Over the recent Thanksgiving Holiday and the subsequent week, we have had a constant stream of relatives visiting and staying in our home. I don’t mean anything negative by that as we truly enjoy the company and are sorry to see them go, most of the time.
Extra people means extra consumption and extra consumption means more waste and items to dispose of. As a result, we found that between regular collection days, we had accumulated enough to require an extra visit to the City of Sanford Transfer Station. I packed everything up and headed off to do my duty.
While there, I ran into an acquaintance and we discussed, naturally, baseball in general and those amazing Red Sox in particular. On the way home from the Transfer Station, I got to thinking about the way our society has ‘softened’ our language. The place I had just visited was the ‘dump’ for the first fifty years of my life, then began to be called things like the ‘Refuse Recovery Area’ and now is the ‘Transfer Station’. (George Carlin would have had fun with that wouldn’t he?)
We don’t use Kleenex anymore, we use ’tissue’, the people that sell you this tissue are not clerks but ‘sales associates’ and the people in public buildings that dispose of the waste tissue are not janitors but ‘Maintenance Specialists’. I could go on and on, but the point of this article is to recognize the fact that baseball is an island in this sea called the ‘Gentrification of our Language’.
When it seems that every day a word has to be removed from our vocabulary because it might offend somebody or may have offended somebody years ago, the language of baseball has basically remained unchanged for the almost 200 years it has been played.
We still use words and terms like ‘stolen base’ even though that might be offensive to someone whose house was robbed or was the victim of another type theft. As far as I know, no one in, or from, Texas is offended by the fact that a Texas Leaguer is a kind of weak, often lucky, hit, that falls between fielders.
No one has started a movement to change ‘double play’ or worse yet ‘twin killing’ to a ‘multiple out event’ or some other more politically correct term. And, the only person I know who ever objected to the term ‘bunt’ or the act of bunting was the Yankees’ pitcher C. C. Sabathia when he felt it was being unfairly used against him because of his ‘limited mobility’. You couldn’t say he couldn’t move well because he was overweight or, fat because you might offend someone.
Even though the term foul has a negative connotation in everyday life, baseball still uses it to denote the area outside the baselines as ‘foul territory’ or a ball hit in that area as a ‘foul ball’. Even the most sensitive among the language cleaner uppers don’t consider those terms ‘foul language’.
Even though those helicopter little league parents still refuse to recognize that their darling has struck out and still call a strikeout a ‘nice try’ or ‘good job’, the rest of baseball still recognizes that a strike out is not a good outcome but a ‘grand slam’ is as good as it gets.

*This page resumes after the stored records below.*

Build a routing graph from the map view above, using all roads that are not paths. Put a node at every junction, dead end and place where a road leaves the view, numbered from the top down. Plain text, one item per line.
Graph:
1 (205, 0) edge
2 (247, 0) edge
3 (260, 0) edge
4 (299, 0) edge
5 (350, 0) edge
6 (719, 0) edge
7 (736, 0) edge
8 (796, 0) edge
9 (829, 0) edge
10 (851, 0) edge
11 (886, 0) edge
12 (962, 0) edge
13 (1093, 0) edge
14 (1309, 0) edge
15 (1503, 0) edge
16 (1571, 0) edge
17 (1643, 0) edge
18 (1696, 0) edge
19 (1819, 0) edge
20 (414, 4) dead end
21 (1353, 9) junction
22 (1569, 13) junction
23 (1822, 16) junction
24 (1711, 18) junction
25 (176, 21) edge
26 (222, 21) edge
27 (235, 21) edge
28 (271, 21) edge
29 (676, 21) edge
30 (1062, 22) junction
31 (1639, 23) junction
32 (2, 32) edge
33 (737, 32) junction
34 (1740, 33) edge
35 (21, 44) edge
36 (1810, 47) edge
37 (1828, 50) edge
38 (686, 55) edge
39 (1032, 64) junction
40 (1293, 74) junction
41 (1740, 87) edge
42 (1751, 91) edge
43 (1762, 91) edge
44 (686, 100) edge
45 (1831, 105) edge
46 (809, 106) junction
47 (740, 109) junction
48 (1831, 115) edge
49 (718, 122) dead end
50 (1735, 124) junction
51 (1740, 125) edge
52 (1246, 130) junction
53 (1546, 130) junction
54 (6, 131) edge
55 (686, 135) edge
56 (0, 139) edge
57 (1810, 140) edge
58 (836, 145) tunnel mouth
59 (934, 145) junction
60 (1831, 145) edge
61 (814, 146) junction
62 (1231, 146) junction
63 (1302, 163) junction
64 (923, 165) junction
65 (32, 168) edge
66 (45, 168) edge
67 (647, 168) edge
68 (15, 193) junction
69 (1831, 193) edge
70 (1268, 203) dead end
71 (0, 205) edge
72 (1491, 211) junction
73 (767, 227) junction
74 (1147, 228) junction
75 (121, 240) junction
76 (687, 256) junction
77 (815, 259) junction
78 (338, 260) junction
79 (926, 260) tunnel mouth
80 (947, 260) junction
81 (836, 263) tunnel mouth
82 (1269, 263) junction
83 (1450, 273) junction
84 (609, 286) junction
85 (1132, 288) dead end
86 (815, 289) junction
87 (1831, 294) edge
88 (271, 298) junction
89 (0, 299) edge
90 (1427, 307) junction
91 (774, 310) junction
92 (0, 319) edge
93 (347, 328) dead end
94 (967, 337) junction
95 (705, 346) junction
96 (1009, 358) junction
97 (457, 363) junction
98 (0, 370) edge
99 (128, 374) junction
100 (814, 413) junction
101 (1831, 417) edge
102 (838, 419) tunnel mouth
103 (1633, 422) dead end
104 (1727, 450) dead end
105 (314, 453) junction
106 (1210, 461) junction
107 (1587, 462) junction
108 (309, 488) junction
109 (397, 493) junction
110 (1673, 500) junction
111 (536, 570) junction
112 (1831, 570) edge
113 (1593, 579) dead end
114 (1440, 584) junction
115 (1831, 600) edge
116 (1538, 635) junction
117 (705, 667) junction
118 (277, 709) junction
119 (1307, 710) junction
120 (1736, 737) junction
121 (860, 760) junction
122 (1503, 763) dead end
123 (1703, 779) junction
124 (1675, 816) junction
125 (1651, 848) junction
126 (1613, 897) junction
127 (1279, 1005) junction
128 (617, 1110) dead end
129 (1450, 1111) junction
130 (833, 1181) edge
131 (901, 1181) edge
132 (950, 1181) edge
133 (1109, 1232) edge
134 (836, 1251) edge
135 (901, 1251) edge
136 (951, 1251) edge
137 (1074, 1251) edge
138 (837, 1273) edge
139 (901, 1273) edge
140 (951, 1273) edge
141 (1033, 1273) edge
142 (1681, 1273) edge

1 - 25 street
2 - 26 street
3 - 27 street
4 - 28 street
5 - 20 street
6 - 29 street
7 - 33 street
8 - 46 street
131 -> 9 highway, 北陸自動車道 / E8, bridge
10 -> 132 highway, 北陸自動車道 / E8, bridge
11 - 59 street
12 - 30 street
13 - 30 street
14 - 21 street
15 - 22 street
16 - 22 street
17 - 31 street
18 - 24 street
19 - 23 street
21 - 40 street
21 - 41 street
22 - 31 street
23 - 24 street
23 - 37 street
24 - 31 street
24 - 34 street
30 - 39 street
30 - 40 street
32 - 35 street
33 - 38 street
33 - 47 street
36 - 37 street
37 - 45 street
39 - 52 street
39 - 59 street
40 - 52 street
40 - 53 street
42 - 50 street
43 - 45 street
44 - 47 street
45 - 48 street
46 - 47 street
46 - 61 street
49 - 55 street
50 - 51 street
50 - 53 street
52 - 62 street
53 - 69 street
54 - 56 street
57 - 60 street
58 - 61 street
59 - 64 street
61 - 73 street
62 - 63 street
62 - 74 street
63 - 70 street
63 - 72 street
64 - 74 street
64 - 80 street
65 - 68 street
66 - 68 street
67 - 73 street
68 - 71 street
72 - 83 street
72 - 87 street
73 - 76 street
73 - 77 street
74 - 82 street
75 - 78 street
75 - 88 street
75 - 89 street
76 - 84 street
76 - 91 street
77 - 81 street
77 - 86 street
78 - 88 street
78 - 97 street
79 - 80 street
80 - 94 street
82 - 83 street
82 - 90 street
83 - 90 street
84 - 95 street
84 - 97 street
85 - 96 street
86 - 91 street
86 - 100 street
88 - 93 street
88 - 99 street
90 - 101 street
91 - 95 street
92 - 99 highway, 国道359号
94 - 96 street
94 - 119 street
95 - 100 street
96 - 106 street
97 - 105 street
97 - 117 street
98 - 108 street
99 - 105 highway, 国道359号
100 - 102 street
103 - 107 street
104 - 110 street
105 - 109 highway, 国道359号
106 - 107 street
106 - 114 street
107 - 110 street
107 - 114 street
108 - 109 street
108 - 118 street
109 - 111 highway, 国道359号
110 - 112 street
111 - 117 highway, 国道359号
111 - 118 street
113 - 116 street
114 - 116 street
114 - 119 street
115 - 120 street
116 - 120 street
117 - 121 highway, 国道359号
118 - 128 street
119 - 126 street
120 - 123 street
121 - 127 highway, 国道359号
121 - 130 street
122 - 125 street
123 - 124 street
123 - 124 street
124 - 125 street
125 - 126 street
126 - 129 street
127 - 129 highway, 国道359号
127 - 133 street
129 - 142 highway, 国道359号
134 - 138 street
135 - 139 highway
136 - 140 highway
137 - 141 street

How about a ‘bean ball’ or ‘high hard one’? Obviously, the word changers would never acknowledge that someone might throw at another person on purpose so it would have to be changed to ‘an inadvertent near miss’.
And how about those nicknames. You couldn’t say ‘Shoeless Joe’ Jackson, for fear of stigmatizing poor Joe. George ‘Shotgun’ Shuba’s nickname would have been removed as too violent by the same people whose kids play those ‘shoot ’em up’ video games all day.
And poor Jim Grant, the fact that he was called ‘Mudcat’ because he was as ugly as a Mississippi Mudcat, would drive the language changers crazy.
Can you imagine the outrage if brothers, two of the best pitchers in baseball, were called Dizzy and Daffy? There would be Congressional Hearings and threats to shut down the game. Carlton Fisk or Ivan Rodriguez never objected to the nickname ‘Pudge’, but these people could see a whole class of citizens locking themselves in their rooms for weeks if they even heard the term.
Then there was ‘Wee Willy’ Keeler who would be the poster child these days for discrimination against vertically challenged people and Mordecai Brown’s nickname ‘Three Finger’ would be cause for rioting in the streets.
Of course, the term ‘homer’ is close enough to ‘Homey’ to be confused and could cause distress to any number of minorities or majorities depending upon your location and orientation.
They have attacked names like the Indians and the Braves as being offensive to Native Americans, surely the ‘Bronx Bombers’ must offend someone and be changed to ‘Long Hitters’ or some other euphemism.
How about the potential damage to a player’s psyche if he were called a ‘banjo hitter’ or a ‘Punch and Judy’ hitter, terms used regularly to denote a hitter with little power?
So far, despite the rules preventing collisions and the instant replay that eliminates those unseemly arguments with names being called and dirt kicked, baseball has avoided the gentrification movement. Wait until they decide that, in our kinder, gentler society, it’s unfair to make those weaker hitters’ bat at the bottom of the order and start to petition for better treatment for them.
Believe me, they’ll get to it yet and someday in the future a team as bad as this year’s Baltimore Orioles or Kansas City Royals will be awarded a Participation Trophy.